To serialize access to the physical state object
in each region tree node, we create a low-level
runtime reservation object for the physical state
in each context. Low-level reservations provide
an atomicity primitive necessary for serializing
access to the physical state\footnote{Reservations
also allow us to encode that some operations are
read-only and are therefore not exclusive, while 
others operations require exclusive access for
mutating the physical state object.}. One important
property of the premapping and mapping
traversals is that if they are occurring in parallel
we already know that they are non-interfering.

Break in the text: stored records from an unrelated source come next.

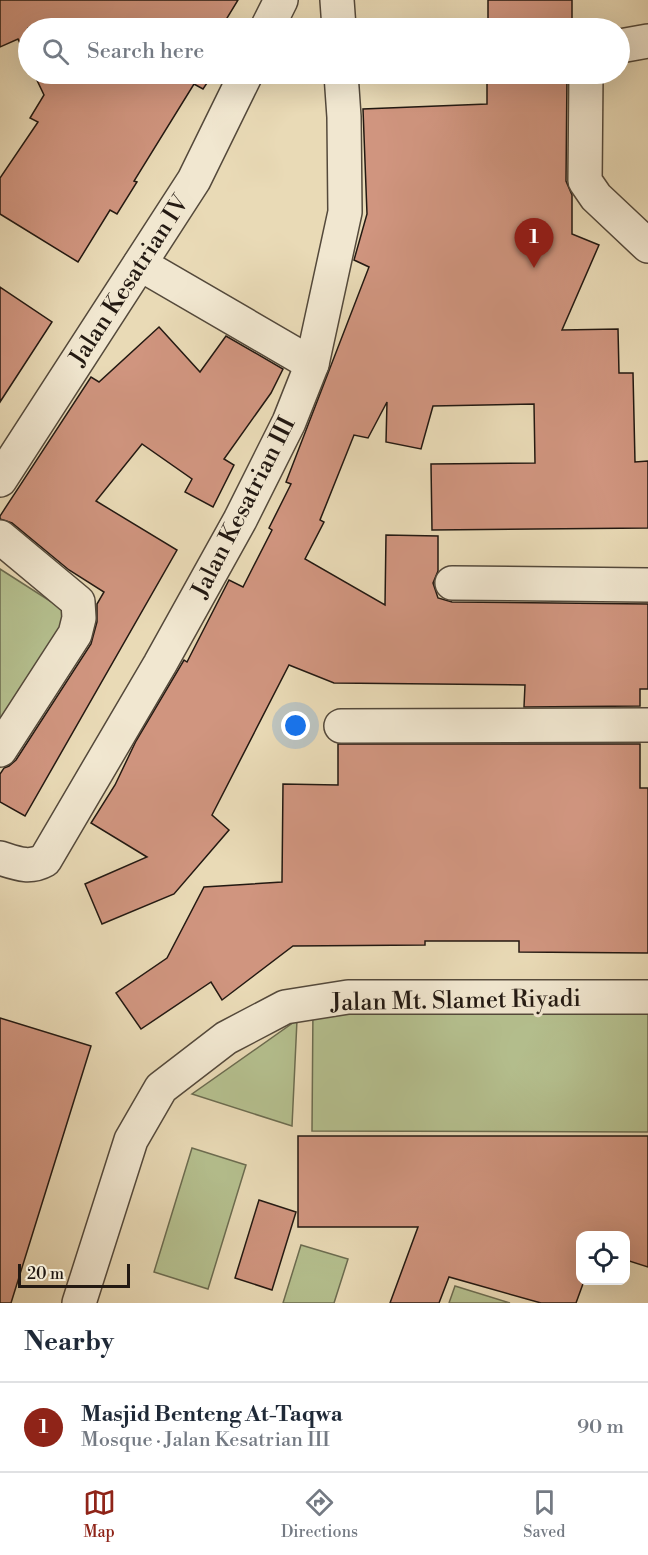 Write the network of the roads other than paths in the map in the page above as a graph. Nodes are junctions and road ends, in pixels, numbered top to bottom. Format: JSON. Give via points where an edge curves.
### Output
{"nodes":[{"id":1,"x":281,"y":0,"type":"edge"},
{"id":2,"x":337,"y":0,"type":"edge"},
{"id":3,"x":272,"y":18,"type":"edge"},
{"id":4,"x":338,"y":18,"type":"edge"},
{"id":5,"x":648,"y":41,"type":"edge"},
{"id":6,"x":630,"y":44,"type":"edge"},
{"id":7,"x":241,"y":84,"type":"edge"},
{"id":8,"x":342,"y":84,"type":"edge"},
{"id":9,"x":586,"y":84,"type":"edge"},
{"id":10,"x":648,"y":246,"type":"edge"},
{"id":11,"x":140,"y":264,"type":"junction"},
{"id":12,"x":312,"y":364,"type":"junction"},
{"id":13,"x":0,"y":480,"type":"edge"},
{"id":14,"x":0,"y":537,"type":"edge"},
{"id":15,"x":452,"y":584,"type":"dead end"},
{"id":16,"x":648,"y":585,"type":"edge"},
{"id":17,"x":648,"y":725,"type":"edge"},
{"id":18,"x":341,"y":726,"type":"dead end"},
{"id":19,"x":0,"y":750,"type":"edge"},
{"id":20,"x":0,"y":858,"type":"edge"},
{"id":21,"x":648,"y":998,"type":"edge"},
{"id":22,"x":79,"y":1303,"type":"edge"}],
"edges":[{"from":1,"to":3,"type":"street"},
{"from":2,"to":4,"type":"street"},
{"from":5,"to":6,"type":"street"},
{"from":7,"to":11,"type":"street","name":"Jalan Kesatrian IV","via":[[194,180]]},
{"from":8,"to":12,"type":"street","name":"Jalan Kesatrian III","via":[[345,212]]},
{"from":9,"to":10,"type":"street","via":[[585,181],[596,197]]},
{"from":11,"to":12,"type":"street"},
{"from":11,"to":13,"type":"street","name":"Jalan Kesatrian IV"},
{"from":12,"to":20,"type":"street","name":"Jalan Kesatrian III","via":[[289,422],[240,520],[45,860],[29,866]]},
{"from":14,"to":19,"type":"street","via":[[78,602],[79,618],[75,634]]},
{"from":15,"to":16,"type":"street"},
{"from":17,"to":18,"type":"street"},
{"from":21,"to":22,"type":"street","name":"Jalan Mt. Slamet Riyadi","via":[[348,998],[285,1007],[226,1038],[161,1088],[131,1140]]}]} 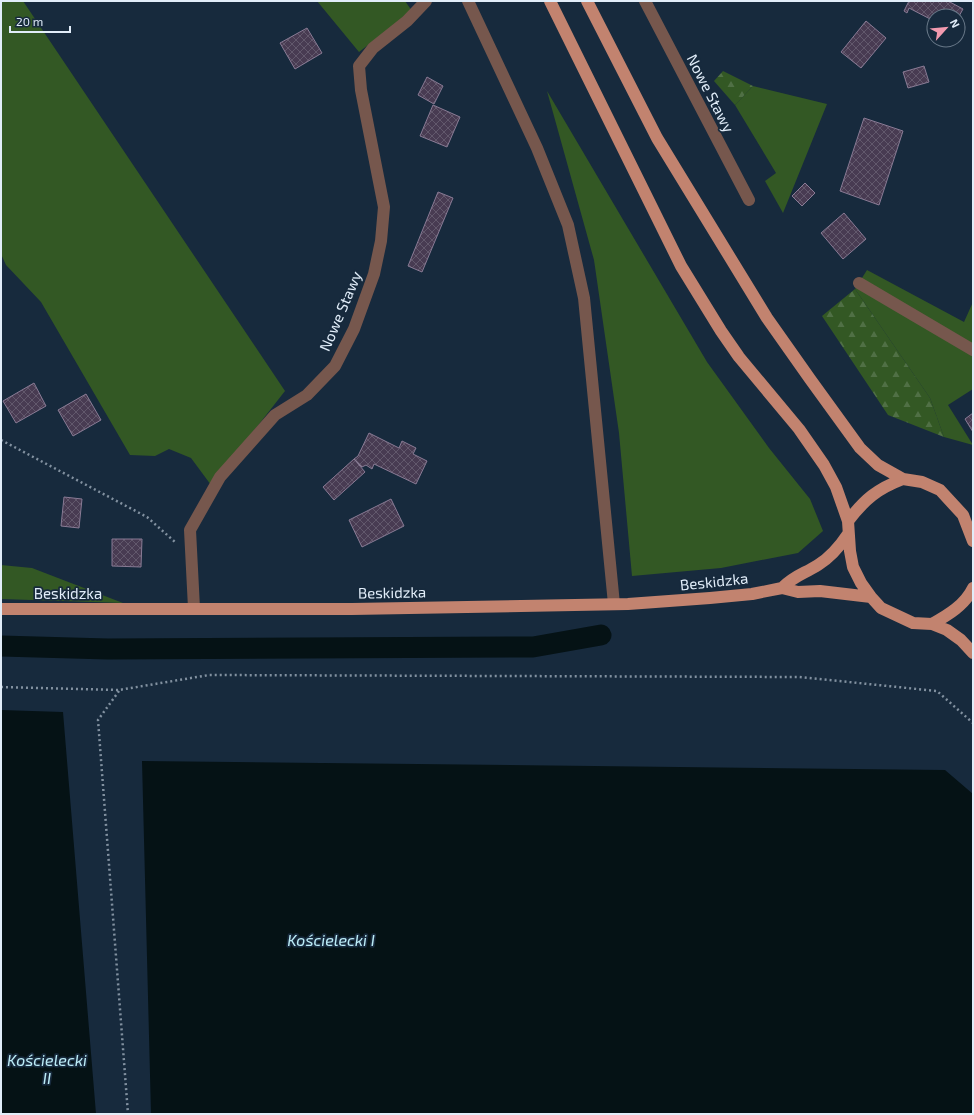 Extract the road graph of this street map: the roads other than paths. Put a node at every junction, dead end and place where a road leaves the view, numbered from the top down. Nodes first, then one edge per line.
1 (426, 1) edge
2 (468, 1) edge
3 (550, 1) edge
4 (586, 1) edge
5 (645, 1) edge
6 (749, 200) dead end
7 (859, 283) dead end
8 (973, 350) edge
9 (903, 479) junction
10 (968, 515) edge
11 (848, 521) junction
12 (848, 534) junction
13 (973, 541) edge
14 (782, 588) junction
15 (973, 588) edge
16 (870, 597) junction
17 (614, 604) junction
18 (194, 608) junction
19 (1, 609) edge
20 (932, 624) junction
21 (973, 653) edge

1 - 18 street, Nowe Stawy
2 - 17 street
3 - 11 main road
4 - 9 main road
5 - 6 street, Nowe Stawy
7 - 8 street
9 - 10 main road
9 - 11 main road
10 - 13 main road
11 - 12 main road
12 - 14 main road, Beskidzka
12 - 16 main road
14 - 16 main road, Beskidzka
14 - 17 main road, Beskidzka
15 - 20 main road
16 - 20 main road
17 - 18 main road, Beskidzka
18 - 19 main road, Beskidzka
20 - 21 main road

This allows us to perform an important optimization
when accessing the physical state
object. Unlike traditional synchronization schemes
(usually based on locks), that require an entire
mutation of the state of an object to be done
atomically, traversals in Legion can take a
reservation to access the physical state, make
a thread-local read-only copy, and then release the
reservation. This local copy can then be safely
used for performing operations without holding
the lock. The reason that this is sound is that
the dependence analysis already guarantees that no
interfering traversal can be occurring in parallel,
so any updates made to the physical state while
a traversal is not holding a reservation are 
not important for correctness. By not requiring
traversals to hold state locks throughout the
duration of a traversal (either premapping or
mapping), a much finer-grained serialization
scheme is achieved which enables more parallelism
in the dependence analysis stage of the pipeline.

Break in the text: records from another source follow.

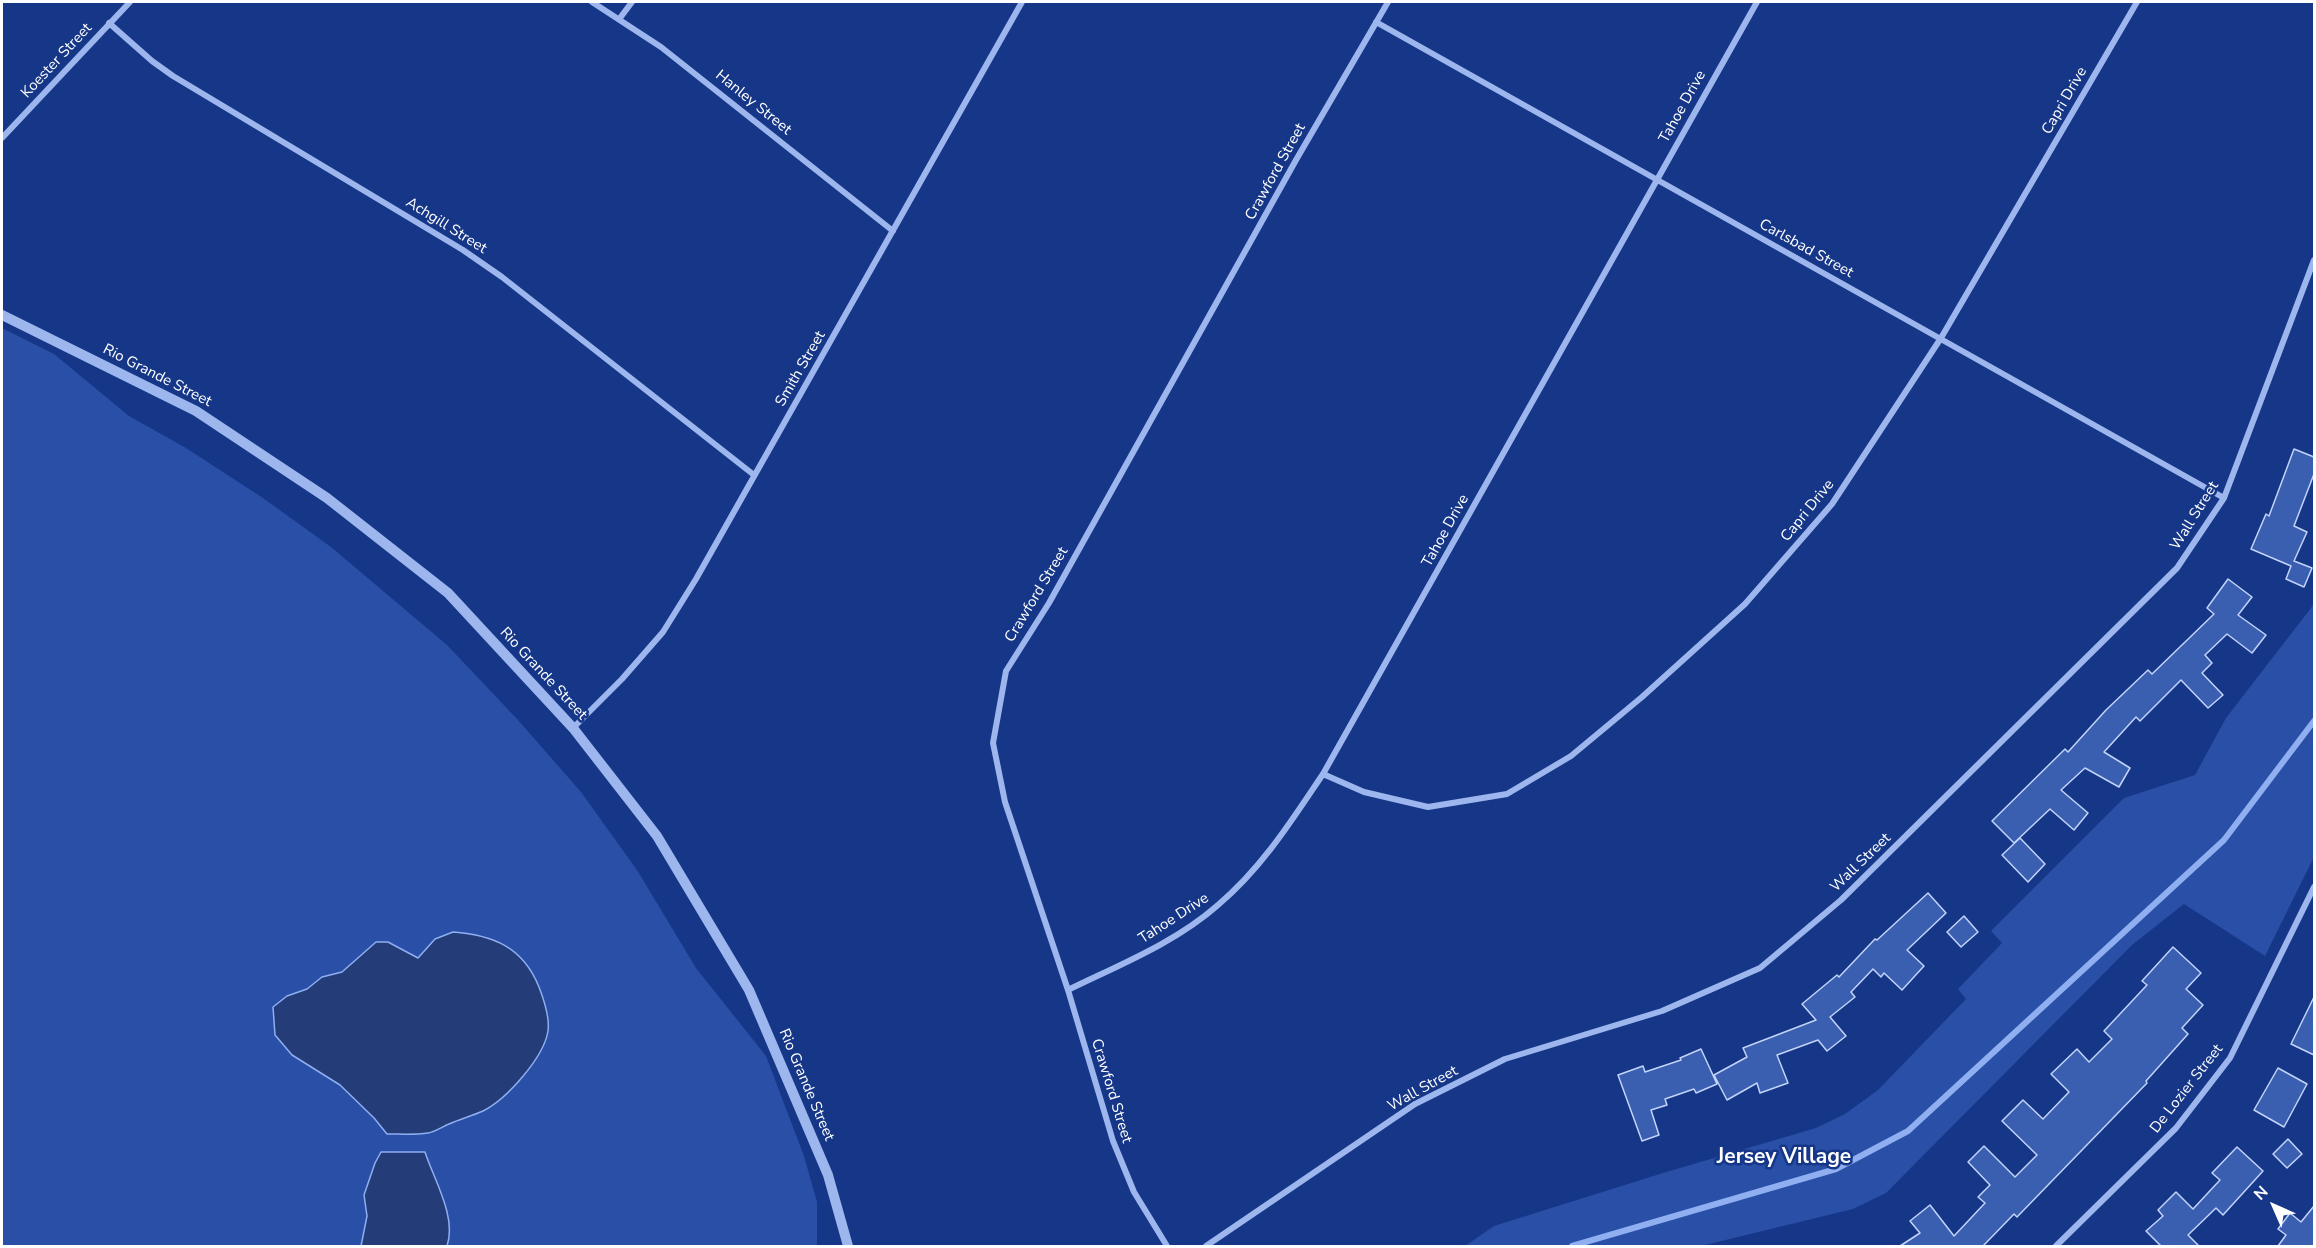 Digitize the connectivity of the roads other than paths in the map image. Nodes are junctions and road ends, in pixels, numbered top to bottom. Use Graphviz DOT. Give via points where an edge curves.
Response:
graph roads {
  1 [pos="130,2"];
  2 [pos="592,2"];
  3 [pos="632,2"];
  4 [pos="1022,2"];
  5 [pos="1388,2"];
  6 [pos="1757,2"];
  7 [pos="2137,2"];
  8 [pos="620,18"];
  9 [pos="109,22"];
  10 [pos="1376,22"];
  11 [pos="2,138"];
  12 [pos="1656,179"];
  13 [pos="893,231"];
  14 [pos="2314,260"];
  15 [pos="2,315"];
  16 [pos="1941,338"];
  17 [pos="754,475"];
  18 [pos="2224,498"];
  19 [pos="573,728"];
  20 [pos="1323,774"];
  21 [pos="2314,887"];
  22 [pos="1068,990"];
  23 [pos="848,1246"];
  24 [pos="1167,1246"];
  25 [pos="1206,1246"];
  26 [pos="2056,1246"];
  1 -- 9 [label="street, Koester Street"];
  2 -- 8 [label="street, Hanley Street"];
  3 -- 8 [label="street"];
  4 -- 13 [label="street, Smith Street"];
  5 -- 10 [label="street, Crawford Street"];
  6 -- 12 [label="street, Tahoe Drive"];
  7 -- 16 [label="street, Capri Drive"];
  8 -- 13 [label="street, Hanley Street" via="702,78"];
  9 -- 11 [label="street, Koester Street"];
  9 -- 17 [label="street, Achgill Street" via="173,76 463,249"];
  10 -- 12 [label="street, Carlsbad Street"];
  10 -- 22 [label="street, Crawford Street" via="1049,603 1006,671 993,743 1005,802"];
  12 -- 16 [label="street, Carlsbad Street"];
  12 -- 20 [label="street, Tahoe Drive"];
  13 -- 17 [label="street, Smith Street"];
  14 -- 18 [label="street, Wall Street"];
  15 -- 19 [label="street, Rio Grande Street" via="196,411 327,498 447,593"];
  16 -- 18 [label="street, Carlsbad Street"];
  16 -- 20 [label="street, Capri Drive" via="1832,504 1745,604 1570,756 1507,794 1428,807 1364,792"];
  17 -- 19 [label="street, Smith Street" via="663,632"];
  18 -- 25 [label="street, Wall Street" via="2176,568 1841,900 1760,968 1662,1011 1505,1059 1415,1104"];
  19 -- 23 [label="street, Rio Grande Street" via="657,836 749,990 828,1175"];
  20 -- 22 [label="street, Tahoe Drive" via="1270,852 1218,906 1160,946"];
  21 -- 26 [label="street, De Lozier Street" via="2230,1058 2176,1128"];
  22 -- 24 [label="street, Crawford Street" via="1113,1141 1134,1192"];
}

\subsection{Instance View Locking Scheme}
\label{subsec:viewlocking}
The final serialization guarantee that we must make
involves parallel traversal of the instance view
objects. Similar to the need to serialize access
to the physical state of region tree nodes in a
context, we also must serialize access to the 
data structures inside of physical instance view
objects. We again employ low-level runtime 
reservations as our atomicity primitives. The
non-interfering property of traversals guaranteed
by dependence analysis also applies to instance
view traversals (see 
Section~\ref{subsec:instancetraversal}). Therefore
we can employ the same optimization introduced in
Section~\ref{subsec:treelocking} of not needing
to hold a reservation for an entire mutation of 
an instance view. Instead it is common for traversals 
to acquire the reservations in read-only mode to 
search for interfering users, release the reservation, 
and then re-acquire it in exclusive mode to add a
new user to the epoch lists. 
Ultimately the two-phased locking (non-exclusive
followed by exclusive) allows more traversals
of instance views to occur in parallel.